- Native name: Rivière Rouge (French)

Location
- Country: Canada
- Province: Quebec
- Administrative region: Chaudière-Appalaches
- RCM: Lotbinière Regional County Municipality, Lévis (City)

Physical characteristics
- Source: Agricultural streams
- • location: Saint-Agapit
- • coordinates: 46°34′32″N 71°27′54″W﻿ / ﻿46.575501°N 71.4650°W
- • elevation: 131 metres (430 ft)
- Mouth: Beaurivage River
- • location: Saint-Sylvestre
- • coordinates: 46°36′57″N 71°21′45″W﻿ / ﻿46.61583°N 71.3625°W
- • elevation: 97 metres (318 ft)
- Length: 10.3 kilometres (6.4 mi)

Basin features
- Progression: Beaurivage River, Chaudière River, St. Lawrence
- • left: (upstream)
- • right: (upstream)

= Rouge River (Beaurivage River tributary) =

River in Chaudière-Appalaches, Quebec, Canada

The Rivière Rouge (in English: Red River) is a tributary of the west shore of Beaurivage River which is a tributary of the west bank of the Chaudière River (slope of the south bank of the St. Lawrence River). It flows in the municipalities of Saint-Agapit and Saint-Apollinaire in the Lotbinière Regional County Municipality, in the administrative region of Chaudière-Appalaches, in Quebec, in Canada.

== Geography ==
The main neighboring watersheds of the Red River are:
- north side: Aulneuse River, Beaurivage River, St. Lawrence River;
- east side: Beaurivage River, Chaudière River;
- south side: Noire River, rivière aux Pins, Henri River, Beaurivage River;
- west side: Henri River, Bourret brook, rivière aux Cèdres, Noire River.

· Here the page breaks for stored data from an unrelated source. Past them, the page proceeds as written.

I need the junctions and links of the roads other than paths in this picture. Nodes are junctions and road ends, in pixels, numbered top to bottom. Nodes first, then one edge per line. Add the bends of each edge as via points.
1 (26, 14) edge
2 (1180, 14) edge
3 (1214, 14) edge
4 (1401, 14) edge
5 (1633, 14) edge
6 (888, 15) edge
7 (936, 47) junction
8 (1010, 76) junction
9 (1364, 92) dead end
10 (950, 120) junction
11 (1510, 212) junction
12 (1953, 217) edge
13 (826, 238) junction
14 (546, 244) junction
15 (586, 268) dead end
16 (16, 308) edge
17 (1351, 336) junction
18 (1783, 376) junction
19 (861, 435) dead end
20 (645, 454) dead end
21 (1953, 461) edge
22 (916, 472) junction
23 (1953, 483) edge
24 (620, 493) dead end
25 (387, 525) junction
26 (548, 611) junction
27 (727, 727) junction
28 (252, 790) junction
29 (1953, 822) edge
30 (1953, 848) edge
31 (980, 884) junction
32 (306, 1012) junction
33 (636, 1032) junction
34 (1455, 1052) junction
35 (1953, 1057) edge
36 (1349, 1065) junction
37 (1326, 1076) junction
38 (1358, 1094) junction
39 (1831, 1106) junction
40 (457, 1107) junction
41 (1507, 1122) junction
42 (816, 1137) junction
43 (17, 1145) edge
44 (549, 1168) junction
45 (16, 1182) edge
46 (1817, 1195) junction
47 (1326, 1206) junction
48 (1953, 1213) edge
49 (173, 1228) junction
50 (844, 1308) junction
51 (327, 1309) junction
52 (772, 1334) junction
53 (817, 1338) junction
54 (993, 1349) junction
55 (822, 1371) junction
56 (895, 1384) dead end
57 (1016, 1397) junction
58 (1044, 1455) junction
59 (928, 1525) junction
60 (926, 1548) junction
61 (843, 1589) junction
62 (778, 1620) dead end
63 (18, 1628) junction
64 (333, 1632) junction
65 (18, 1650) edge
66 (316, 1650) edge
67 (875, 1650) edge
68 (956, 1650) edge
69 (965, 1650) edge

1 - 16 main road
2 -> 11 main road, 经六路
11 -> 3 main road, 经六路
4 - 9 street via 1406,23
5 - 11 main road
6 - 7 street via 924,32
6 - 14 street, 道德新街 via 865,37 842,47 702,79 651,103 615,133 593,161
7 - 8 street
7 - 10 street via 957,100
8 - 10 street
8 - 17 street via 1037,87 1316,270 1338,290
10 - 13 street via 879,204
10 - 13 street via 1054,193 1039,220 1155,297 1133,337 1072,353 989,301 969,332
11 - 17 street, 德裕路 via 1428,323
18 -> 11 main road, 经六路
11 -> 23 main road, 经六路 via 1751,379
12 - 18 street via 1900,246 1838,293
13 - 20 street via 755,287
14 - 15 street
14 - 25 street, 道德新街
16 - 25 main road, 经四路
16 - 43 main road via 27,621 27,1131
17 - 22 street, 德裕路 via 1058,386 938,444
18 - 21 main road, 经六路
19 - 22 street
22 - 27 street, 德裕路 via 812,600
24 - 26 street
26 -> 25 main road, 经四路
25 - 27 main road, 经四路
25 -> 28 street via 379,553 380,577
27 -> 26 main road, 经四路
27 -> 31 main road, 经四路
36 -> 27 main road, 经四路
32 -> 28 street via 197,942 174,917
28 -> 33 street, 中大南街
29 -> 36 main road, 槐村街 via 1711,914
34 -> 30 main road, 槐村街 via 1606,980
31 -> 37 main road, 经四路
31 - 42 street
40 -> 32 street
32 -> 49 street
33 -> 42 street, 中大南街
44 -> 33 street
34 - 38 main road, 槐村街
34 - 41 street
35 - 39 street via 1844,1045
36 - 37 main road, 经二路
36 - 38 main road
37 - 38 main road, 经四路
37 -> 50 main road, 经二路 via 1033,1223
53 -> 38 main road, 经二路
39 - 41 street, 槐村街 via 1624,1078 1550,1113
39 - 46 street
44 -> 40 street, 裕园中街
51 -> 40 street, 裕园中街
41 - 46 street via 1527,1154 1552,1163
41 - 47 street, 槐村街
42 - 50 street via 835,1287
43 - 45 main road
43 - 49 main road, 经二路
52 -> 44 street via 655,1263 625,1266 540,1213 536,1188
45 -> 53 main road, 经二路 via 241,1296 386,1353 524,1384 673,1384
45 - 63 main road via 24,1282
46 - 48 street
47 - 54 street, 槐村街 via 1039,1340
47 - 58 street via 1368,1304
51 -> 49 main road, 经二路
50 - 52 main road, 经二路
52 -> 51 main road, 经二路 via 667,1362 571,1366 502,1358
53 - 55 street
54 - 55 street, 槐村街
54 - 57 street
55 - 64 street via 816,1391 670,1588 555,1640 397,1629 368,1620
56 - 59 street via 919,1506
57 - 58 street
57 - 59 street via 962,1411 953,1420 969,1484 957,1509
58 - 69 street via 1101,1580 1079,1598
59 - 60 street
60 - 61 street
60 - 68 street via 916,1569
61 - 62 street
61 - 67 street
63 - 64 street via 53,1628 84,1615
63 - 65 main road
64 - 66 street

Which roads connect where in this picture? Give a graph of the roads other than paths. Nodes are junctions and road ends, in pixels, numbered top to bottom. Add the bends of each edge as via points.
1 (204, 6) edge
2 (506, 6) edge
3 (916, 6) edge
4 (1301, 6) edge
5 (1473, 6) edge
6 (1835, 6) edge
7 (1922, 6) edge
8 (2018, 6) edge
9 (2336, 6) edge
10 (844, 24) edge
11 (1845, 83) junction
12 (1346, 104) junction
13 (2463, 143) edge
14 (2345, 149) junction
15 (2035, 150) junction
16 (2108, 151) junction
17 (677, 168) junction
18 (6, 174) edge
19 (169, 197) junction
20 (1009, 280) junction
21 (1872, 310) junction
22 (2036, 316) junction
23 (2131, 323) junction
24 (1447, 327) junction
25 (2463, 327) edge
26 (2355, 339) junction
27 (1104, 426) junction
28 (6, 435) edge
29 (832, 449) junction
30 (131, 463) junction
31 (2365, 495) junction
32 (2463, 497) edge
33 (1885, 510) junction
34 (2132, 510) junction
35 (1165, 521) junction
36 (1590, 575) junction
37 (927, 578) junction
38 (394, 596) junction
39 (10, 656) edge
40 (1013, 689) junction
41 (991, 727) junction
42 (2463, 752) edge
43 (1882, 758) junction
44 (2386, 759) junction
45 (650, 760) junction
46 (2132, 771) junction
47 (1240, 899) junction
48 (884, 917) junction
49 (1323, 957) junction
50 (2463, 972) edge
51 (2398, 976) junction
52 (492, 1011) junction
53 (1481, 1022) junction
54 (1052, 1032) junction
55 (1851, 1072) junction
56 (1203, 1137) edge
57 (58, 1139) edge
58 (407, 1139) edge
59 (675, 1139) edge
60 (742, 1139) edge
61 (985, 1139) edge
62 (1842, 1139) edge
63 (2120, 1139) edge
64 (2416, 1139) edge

The Red River has its source in the municipality of Saint-Agapit, on the boundary with the municipality of Saint-Apollinaire. This head area is located south of highway 20, southeast of the village center of Saint-Apollinaire and north-west of the village of Saint-Agapit.

From its source, the Red River flows over 10.3 km divided into the following segments:
- 1.5 km eastward, to route 273;
- 3.8 km easterly, along the municipal boundary, to the municipal boundary of Saint-Apollinaire;
- 3.0 km towards the northeast, in Saint-Apollinaire, up to the limit of Lévis (sector "Saint-Étienne-de-Lauzon");
- 2.0 km northeasterly, up to its confluence.
The Red River empties on the west bank of the Beaurivage River north of the hamlet "Pointe-Saint-Gilles", in Lévis.

== Toponymy ==
The toponym "rivière Rouge" was made official on October 6, 1983, at the Commission de toponymie du Québec.